Setelah mengatakan hal itu, Linglong pun menarik Xuanji pergi dan meninggalkan Zhong Minyan di sana, mengabaikan pemuda itu sepenuhnya.
Zhong Minyan juga sudah terbiasa dengan sifat Linglong dan tak menaruhnya ke dalam hati. Dia hanya membungkukkan kepalanya pada Chu Lei dan He Danping lalu berkata, “Murid akan pergi dulu, harap beristirahatlan lebih awal.”
Sementara itu Linglong, dengan seenaknya, menarik Xuanji ke dalam kamarnya dan tak bisa mengeluarkan sepatah kata pun di depan meimei-nya itu, jadi dia pun hanya menatap wajah Xuanji, terbengong-bengong.
“Linglong, ada apa denganmu?” Xuanji melambaikan tangannya di depan mata Linglong.
Seketika Linglong mendapatkan kembali kesadarannya dan meragu sesaat sebelum berkata, “Xuan… Xuanji, apa kau haus? Apa kau lapar? Aku punya teh dan cemilan di sini.”
Xuanji ternyata telah menuang sendiri secangkir teh dan meminumnya seraya tertawa pada Linglong, “Sejak kapan kau jadi begitu sopan?
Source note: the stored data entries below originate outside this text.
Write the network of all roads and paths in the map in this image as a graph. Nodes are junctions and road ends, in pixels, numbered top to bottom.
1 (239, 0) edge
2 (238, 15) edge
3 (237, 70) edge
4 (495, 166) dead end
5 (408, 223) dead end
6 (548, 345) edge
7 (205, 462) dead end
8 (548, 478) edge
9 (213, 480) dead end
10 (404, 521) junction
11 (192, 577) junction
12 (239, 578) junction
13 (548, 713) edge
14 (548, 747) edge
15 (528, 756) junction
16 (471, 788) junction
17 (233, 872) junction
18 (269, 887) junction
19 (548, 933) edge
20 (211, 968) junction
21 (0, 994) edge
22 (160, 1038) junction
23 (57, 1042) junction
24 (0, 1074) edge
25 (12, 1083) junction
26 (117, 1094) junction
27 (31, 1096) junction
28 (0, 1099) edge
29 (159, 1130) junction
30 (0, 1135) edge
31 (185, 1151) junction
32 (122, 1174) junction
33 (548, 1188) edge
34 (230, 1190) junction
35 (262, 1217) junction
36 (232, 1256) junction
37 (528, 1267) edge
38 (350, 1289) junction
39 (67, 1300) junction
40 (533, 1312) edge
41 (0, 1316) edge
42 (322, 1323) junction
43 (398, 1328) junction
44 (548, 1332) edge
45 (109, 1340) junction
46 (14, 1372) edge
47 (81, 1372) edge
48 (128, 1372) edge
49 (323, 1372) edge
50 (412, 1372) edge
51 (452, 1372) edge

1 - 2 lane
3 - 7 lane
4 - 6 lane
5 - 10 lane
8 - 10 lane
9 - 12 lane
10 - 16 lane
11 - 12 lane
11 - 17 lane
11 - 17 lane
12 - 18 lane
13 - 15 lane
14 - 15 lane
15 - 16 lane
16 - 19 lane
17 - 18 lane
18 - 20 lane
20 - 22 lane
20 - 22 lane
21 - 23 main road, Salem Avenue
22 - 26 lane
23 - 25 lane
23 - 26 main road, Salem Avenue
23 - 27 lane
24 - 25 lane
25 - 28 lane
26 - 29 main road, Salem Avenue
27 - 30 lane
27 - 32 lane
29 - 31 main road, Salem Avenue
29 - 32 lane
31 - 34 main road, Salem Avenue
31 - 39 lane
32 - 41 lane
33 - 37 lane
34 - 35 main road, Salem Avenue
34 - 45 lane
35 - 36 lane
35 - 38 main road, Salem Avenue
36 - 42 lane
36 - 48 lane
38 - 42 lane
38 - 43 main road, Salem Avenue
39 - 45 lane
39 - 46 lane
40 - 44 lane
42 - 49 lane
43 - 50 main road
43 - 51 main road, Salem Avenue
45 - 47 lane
Aku sudah tak bertemu denganmu selama empat tahun dan kau sudah menjadi seorang nona yang terhormat.”
Linglong menatapnya, dan akhirnya menemukan sedikit perasaan familier sebelum berkata, “Kamulah yang merupakan nona yang terhormat. Aku cuma… sudah tak bertemu denganmu begitu lama sehingga tak tahu harus bilang apa.”
Xuanji sudah familier dengan prosesnya. Setelah minum teh, dia melepaskan pakaian luar dan sepatunya, lalu memanjat ke ranjang, memegangi kepalanya dan tertawa, “Ada apa dengan semua ini? Kamu masih kamu, aku masih aku, sama saja seperti sebelumnya!”
Apakah benar-benar sama seperti sebelumnya? Hati Linglong terdiam, jadi dia pun memanjat ke ranjang bersama Xuanji dan berbaring berhadap-hadapan dengan adik kembarnya itu dalam waktu lama. Untuk waktu yang lama, dia masih tak tahu apa yang harus dikatakannya.